Do you remember Deuce Bigolo, Male Gigolo?

Yes, I do.

Yeah, I watch that movie a lot.

That's all I ever think about when someone says Gigolo.

I know, me too.

So Misha comes out in 1997, and it comes out partly because the publisher of Mountain Ivy Press, the woman who brought us Maine Dish Salads, Jane Daniel, really pursues Misha to try and get her to make it into a book and hires a ghost writer and then finishes the ghostwriting herself and

I mean shapes the content of the book in ways that most readers don't imagine publishers do but which they do sometimes.

Hears from people as it's going to print who express doubt about it like she brings it to an academic who's an expert on

child Holocaust survival stories and who's like, I mean, it's not that details are wrong.

It's that the whole thing appears to be a fantasy.

But it still is published.

And

again, like it might not have been unveiled as a fake memoir if the publisher hadn't withheld money from Misha and her ghostwriter.

Oh, okay.

And so the year after it's published, the ghostwriter files.

a suit alleging breach of contract and

the rights for the book end up frozen basically until the court, until the lawsuit proceeds to its conclusion.

And so then there's drama because Misha and her husband, who are elderly and kind of, you know, living in the Boston area, are telling people that they don't have any money and they need a place to stay.

And so they move in with this random woman

for a couple years.

And it turns out that they apparently do have money in the bank, but they

are

saving it for something

and

saying that they need all these profits from the Misha memoir, but they can't get them yet.
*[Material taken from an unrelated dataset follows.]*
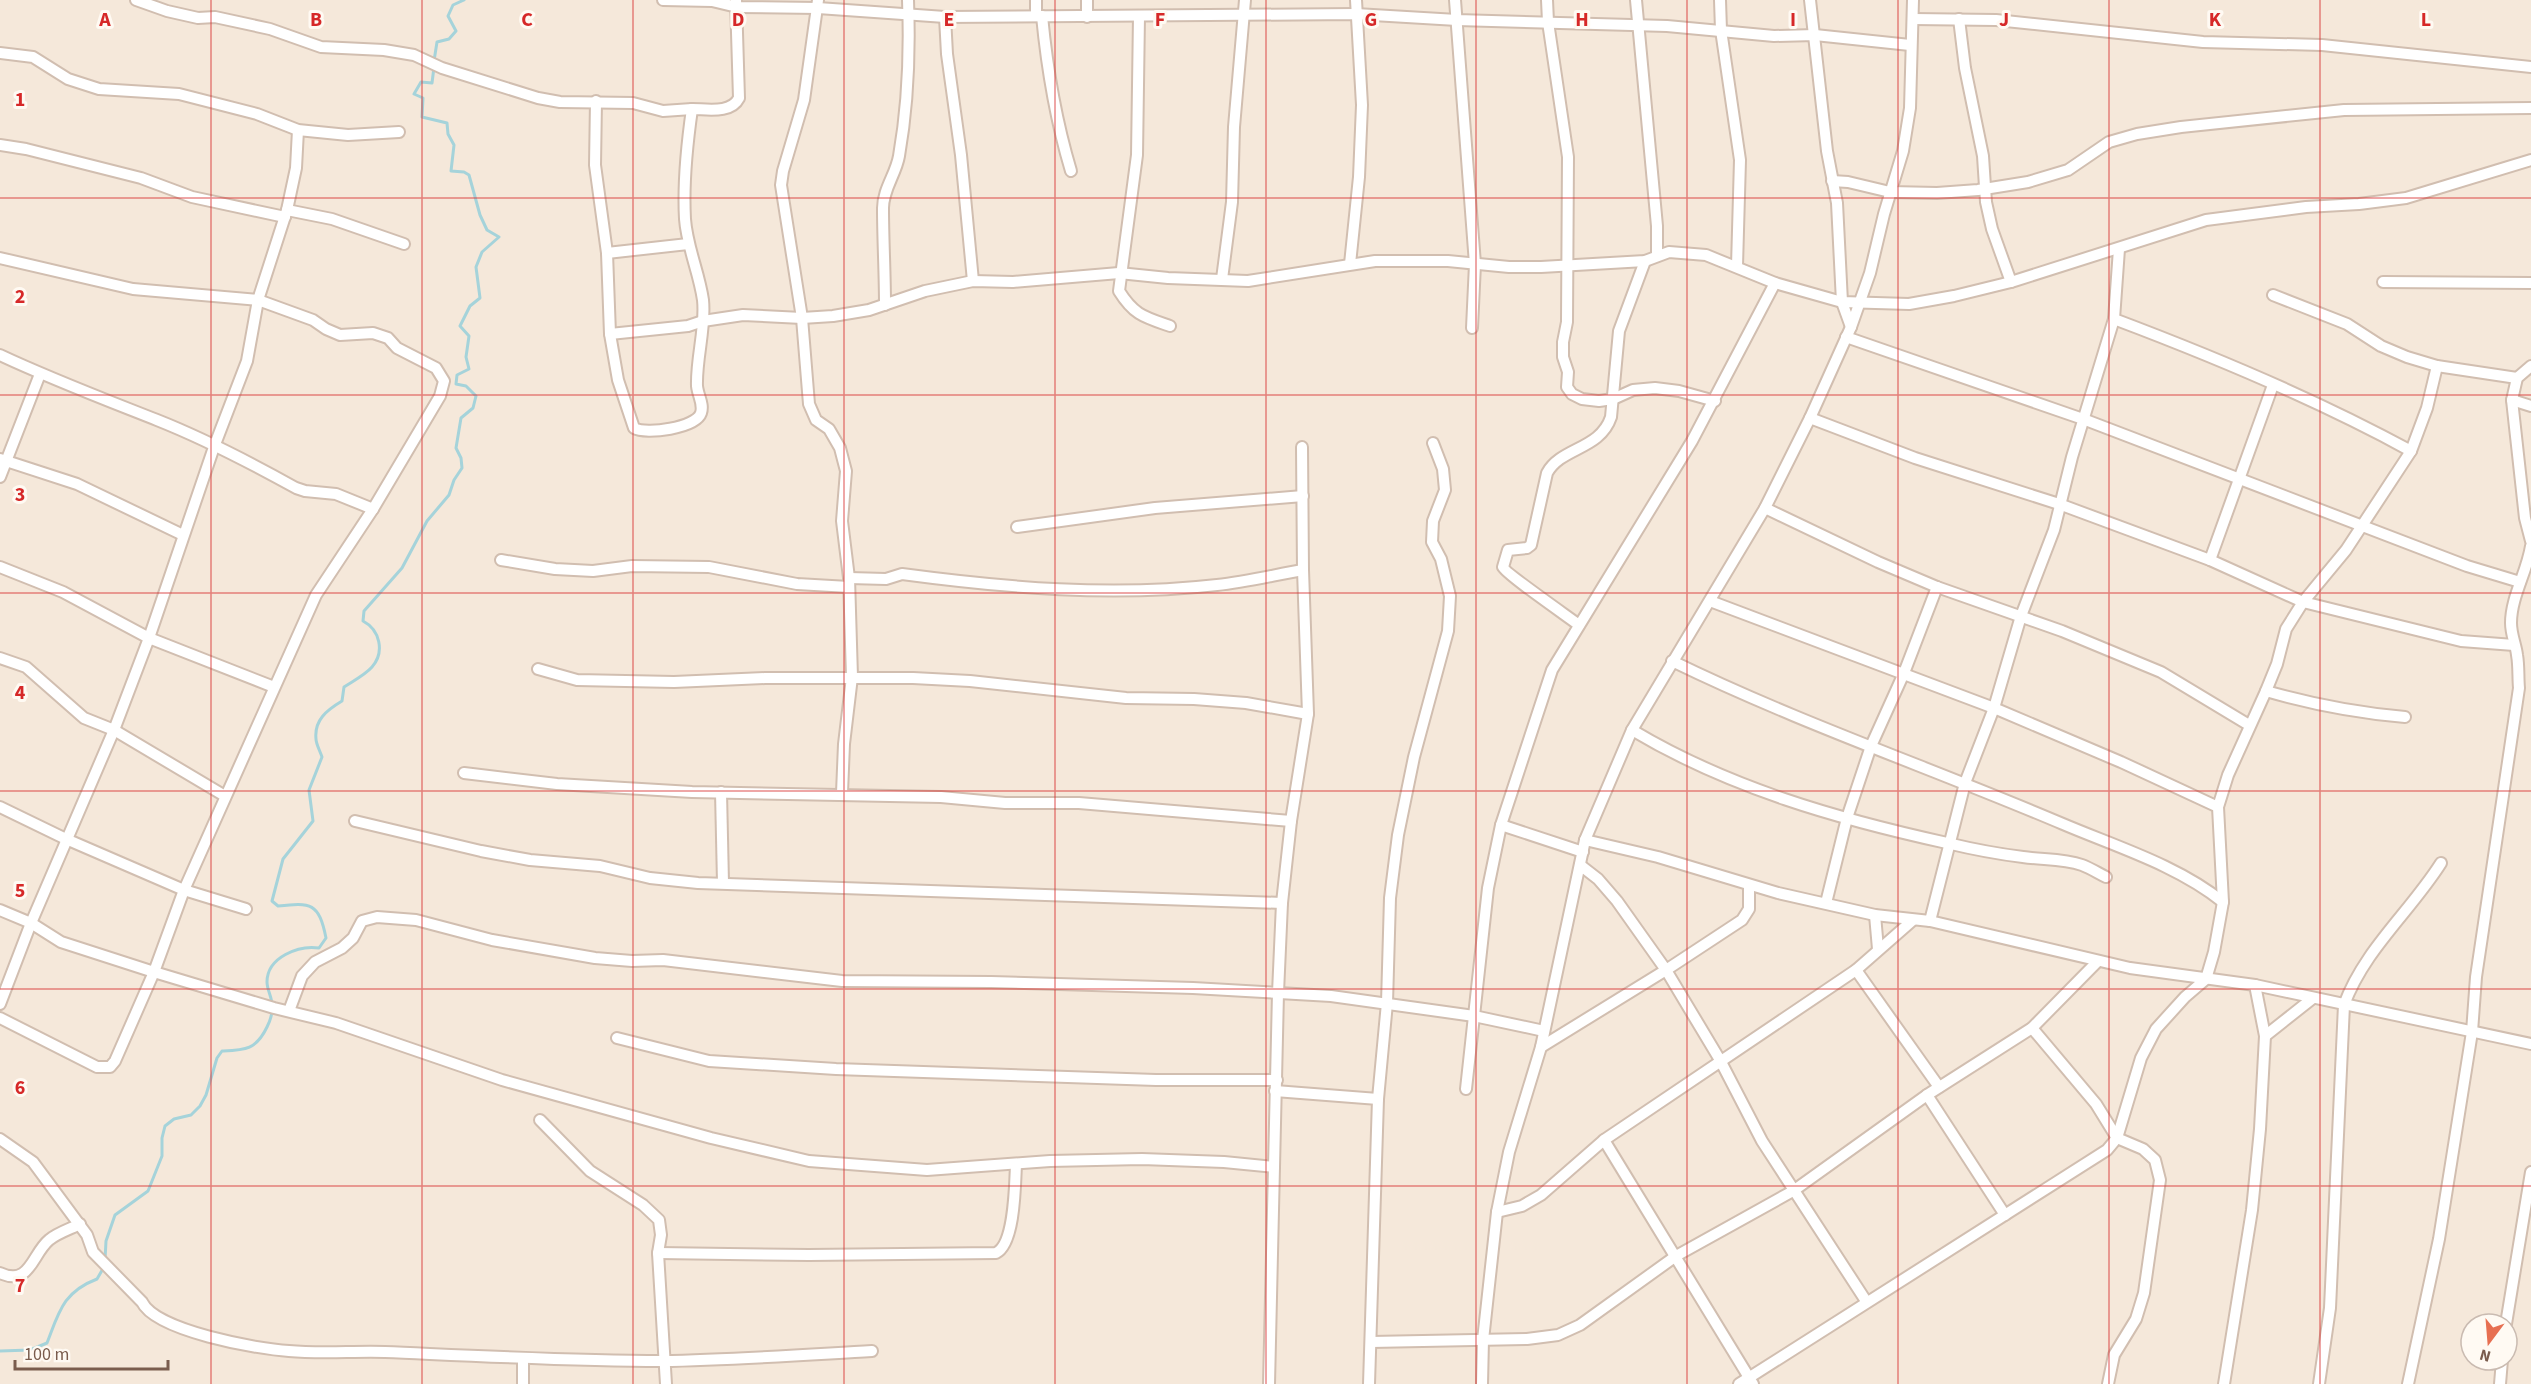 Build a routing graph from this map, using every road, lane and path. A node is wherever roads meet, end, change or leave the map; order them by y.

And Misha does eventually win her suit, but this is ruinous for Jane Daniel, the publisher, because the court tells Jane to award Misha like several million dollars, like more money than she has from her main dish salads money.

Then she starts to think, hey, what about this people who said this memoir was fake, this memoir that's now ruining my life?

Maybe it it is.

Yep.

The details of this are like, it's horrible, but the details are kind of a delight because she starts a blog, Jane does, called Bestseller Exclamation Point, where she says she's writing a bestseller in real time on this blog.

Oh, wow.

And it's a bestseller about proving that Misha was a fraud.

And incredibly, because she is writing this seemingly, you know, like the kind of blog that you would stumble across in the mid-2000s and be like, oh, the internet sure is weird, and then move on.

A genealogist happens to come across it and is like, this is interesting.

Yeah, I could do some genealogy on this one.

So the genealogist, whose name is Sharon Sargent, she lives in Waltham.

She contacts other genealogists and is able to find documentation showing that Misha was in fact four

in 1941 when she was allegedly adopted by wolves and also walked from Belgium to Ukraine.

And I feel like the logic is that seven is maybe an age when you could walk across Europe, but four is certainly too young.

Yeah.

And this investigation does uncover documents showing that Misha was enrolled in an elementary school in the fall of 1943, again, when she was supposed to be walking across Europe with the wolves.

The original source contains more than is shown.